Мусаси оставил два сочинения о правильном Пути использования меча. Первое, «Тридцать пять статей по искусству фехтования», было написано по просьбе его господина Тадатоси незадолго до кончины последнего. Второе же, «Книгу пяти колец», он закончил уже перед самой смертью. Эти две книги позволяют нам хотя бы отчасти проникнуть в то, как Мусаси понимал принципы искусства меча, которые, по его собственным словам, он искал двадцать лет. Мы приведем лишь один фрагмент из «Тридцати пяти статей», который показывает, как Мусаси уже в зрелые годы рассматривал столь необходимое каждому хорошему фехтовальщику чувство проницательности:
«Большинство людей предпочитают смотреть в глаза противнику. В таком случае, глаза должны быть уже, чем обычно, но разум должен быть широк.
Зрачки должны быть неподвижными. Когда противник рядом, смотри так, как если бы глядел вдаль. И тогда сможешь видеть не только лицо противника, но и все его тело, что позволит предугадать любой атакующий выпад с его стороны. Я считаю, что существует два типа глаз: одни просто смотрят на вещи, а другие смотрят вглубь вещей и проникают в их внутреннюю природу. Глаза первого типа не должны быть напряжены (чтобы видеть как можно больше), а глаза второго типа — сосредоточены, (дабы ясно различать разум противника).

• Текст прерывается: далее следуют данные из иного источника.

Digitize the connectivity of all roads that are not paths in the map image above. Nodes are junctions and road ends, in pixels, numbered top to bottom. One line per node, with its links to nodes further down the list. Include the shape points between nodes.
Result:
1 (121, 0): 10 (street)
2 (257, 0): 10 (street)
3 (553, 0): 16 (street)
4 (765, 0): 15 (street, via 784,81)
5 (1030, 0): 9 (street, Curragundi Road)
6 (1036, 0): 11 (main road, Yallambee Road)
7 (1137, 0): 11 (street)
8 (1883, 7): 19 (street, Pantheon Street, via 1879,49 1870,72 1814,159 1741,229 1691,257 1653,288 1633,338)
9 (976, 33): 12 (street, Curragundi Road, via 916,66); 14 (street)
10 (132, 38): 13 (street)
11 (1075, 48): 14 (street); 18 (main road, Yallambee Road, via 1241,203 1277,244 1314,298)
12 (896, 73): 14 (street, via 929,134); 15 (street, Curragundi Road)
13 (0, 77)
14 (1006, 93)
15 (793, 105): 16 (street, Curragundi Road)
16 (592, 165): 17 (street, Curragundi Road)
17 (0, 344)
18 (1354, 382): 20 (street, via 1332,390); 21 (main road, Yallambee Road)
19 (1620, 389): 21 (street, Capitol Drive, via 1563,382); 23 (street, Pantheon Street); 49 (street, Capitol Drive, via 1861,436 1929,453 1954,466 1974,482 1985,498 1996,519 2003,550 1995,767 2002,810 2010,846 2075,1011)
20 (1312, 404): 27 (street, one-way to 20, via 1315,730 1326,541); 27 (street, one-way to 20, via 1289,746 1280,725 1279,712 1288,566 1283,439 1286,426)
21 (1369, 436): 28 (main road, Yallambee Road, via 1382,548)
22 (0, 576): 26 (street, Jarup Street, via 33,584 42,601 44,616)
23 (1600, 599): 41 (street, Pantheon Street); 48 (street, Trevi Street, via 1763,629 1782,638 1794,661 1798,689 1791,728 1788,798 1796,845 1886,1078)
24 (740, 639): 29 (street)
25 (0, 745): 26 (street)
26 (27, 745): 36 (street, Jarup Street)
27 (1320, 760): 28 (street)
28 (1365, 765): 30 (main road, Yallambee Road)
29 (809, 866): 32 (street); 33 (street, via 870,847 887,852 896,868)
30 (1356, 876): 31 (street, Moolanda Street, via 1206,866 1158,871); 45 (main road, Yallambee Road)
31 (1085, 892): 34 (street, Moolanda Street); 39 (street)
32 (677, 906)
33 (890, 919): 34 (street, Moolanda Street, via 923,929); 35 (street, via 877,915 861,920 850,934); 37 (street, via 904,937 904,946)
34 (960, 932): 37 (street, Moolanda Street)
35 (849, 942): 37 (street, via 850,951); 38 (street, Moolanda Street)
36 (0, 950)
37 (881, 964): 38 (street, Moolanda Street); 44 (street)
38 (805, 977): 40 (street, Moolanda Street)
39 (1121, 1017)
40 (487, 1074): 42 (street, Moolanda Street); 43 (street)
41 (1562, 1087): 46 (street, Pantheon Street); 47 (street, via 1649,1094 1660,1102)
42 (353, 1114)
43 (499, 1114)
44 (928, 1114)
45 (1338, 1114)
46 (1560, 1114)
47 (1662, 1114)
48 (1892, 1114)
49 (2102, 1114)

Иногда человек по глазам может прочесть разум другого. В фехтовании можно позволить глазам выразить предельную решимость, но никогда не позволяй им выдать свой разум».
Таков стиль Мусаси, да и любого хорошего фехтовальщика — подавить противника своей волей к победе и несокрушимым духом, и в то же время быть внимательным и «прислушиваться» к разуму противника и его возможной тактике. В целом же сочинение представляет собой своеобразный учебник по фехтованию, в котором содержится много советов технического характера.

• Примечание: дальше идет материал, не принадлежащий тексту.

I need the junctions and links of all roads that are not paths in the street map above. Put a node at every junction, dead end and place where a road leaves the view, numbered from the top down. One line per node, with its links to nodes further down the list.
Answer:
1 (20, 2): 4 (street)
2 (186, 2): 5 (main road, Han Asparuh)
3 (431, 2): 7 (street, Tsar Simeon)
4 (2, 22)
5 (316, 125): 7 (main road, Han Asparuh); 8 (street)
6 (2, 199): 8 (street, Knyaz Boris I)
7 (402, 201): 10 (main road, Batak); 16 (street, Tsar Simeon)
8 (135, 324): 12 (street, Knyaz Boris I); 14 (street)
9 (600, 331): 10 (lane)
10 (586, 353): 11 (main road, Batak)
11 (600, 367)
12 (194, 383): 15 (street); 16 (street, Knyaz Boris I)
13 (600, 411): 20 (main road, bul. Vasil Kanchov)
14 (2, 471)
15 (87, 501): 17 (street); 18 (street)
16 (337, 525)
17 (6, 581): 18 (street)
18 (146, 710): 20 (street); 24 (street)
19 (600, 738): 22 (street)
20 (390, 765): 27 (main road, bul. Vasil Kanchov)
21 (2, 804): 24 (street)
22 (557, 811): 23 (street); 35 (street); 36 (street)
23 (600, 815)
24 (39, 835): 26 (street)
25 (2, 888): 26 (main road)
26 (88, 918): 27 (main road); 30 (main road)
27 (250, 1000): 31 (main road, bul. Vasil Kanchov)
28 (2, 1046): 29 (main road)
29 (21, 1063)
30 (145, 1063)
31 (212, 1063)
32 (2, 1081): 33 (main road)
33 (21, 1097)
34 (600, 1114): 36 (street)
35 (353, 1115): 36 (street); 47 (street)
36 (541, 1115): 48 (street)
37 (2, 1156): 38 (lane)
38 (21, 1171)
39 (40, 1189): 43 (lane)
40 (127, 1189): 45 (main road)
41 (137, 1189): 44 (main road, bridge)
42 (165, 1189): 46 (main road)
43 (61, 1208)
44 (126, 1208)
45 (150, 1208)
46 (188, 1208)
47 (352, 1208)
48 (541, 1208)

«Книга пяти колец» — совершенно иная. Это в большей степени философия и психология фехтования, описание «стратегии» искусства меча, да и вообще любой стратегии. Вновь и вновь Мусаси подчеркивает, что читатель обязан «постигать», то есть не просто читать, а тщательно обдумывать и впитывать в себя написанное им, «поглощать» содержание своим разумом и телом. «Книга пяти колец» — это не описание технических приемов, а методология духа.
Мусаси критикует большинство школ фехтования своего времени за то, что они говорят лишь о технике, а не о том, что является самым главным, не о духе фехтовальщика. Ведь именно этому его научил поединок с Ганрю, который превосходил Мусаси в мастерстве и, кроме того, сражался настоящим мечом. Но Мусаси даже со своим деревянным «мечом» одержал верх, ибо решающее преимущество ему дало внутреннее наитие. Он оказался мудрее в выборе тактики и момента для нападения. В течение двадцати лет он неустанно совершенствовал это внутреннее чувство, пока к пятидесяти годам не постиг представленный в «Книге пяти колец» Путь стратегии полностью. Вот лишь несколько из его стратегических, или интуитивных, принципов:
«Стратегия против только техники
С ранних лет мое сердце склонялось к Пути стратегии. Я полностью отдавал себя тренировке рук, закаливанию тела и обретению духовного совершенства в фехтовании. Если посмотреть на представителей других школ, рассуждающих о принципах, но уделяющих главное внимание лишь технике рук, то даже если они внешне выглядят весьма искусными, на самом деле они ни в малейшей степени не обладают подлинным духом.
Уничтожающий удар
Если вы с противником атакуете одновременно, одним движением руби ему голову, руки и ноги. Если ты смог одним ударом поразить сразу несколько целей, это — "непрерывный удар".
Стремись нанести удар
Когда бы вы ни скрестили мечи с противником, думай не о том, ударить его с силой или нет; думай просто о том, чтобы нанести удар и убить его. Ставь перед собой одну-единственную цель — убить врага... В любом случае. Путь стратегии заключается в том, чтобы убить врага, и этот Путь не нуждается в изяществах.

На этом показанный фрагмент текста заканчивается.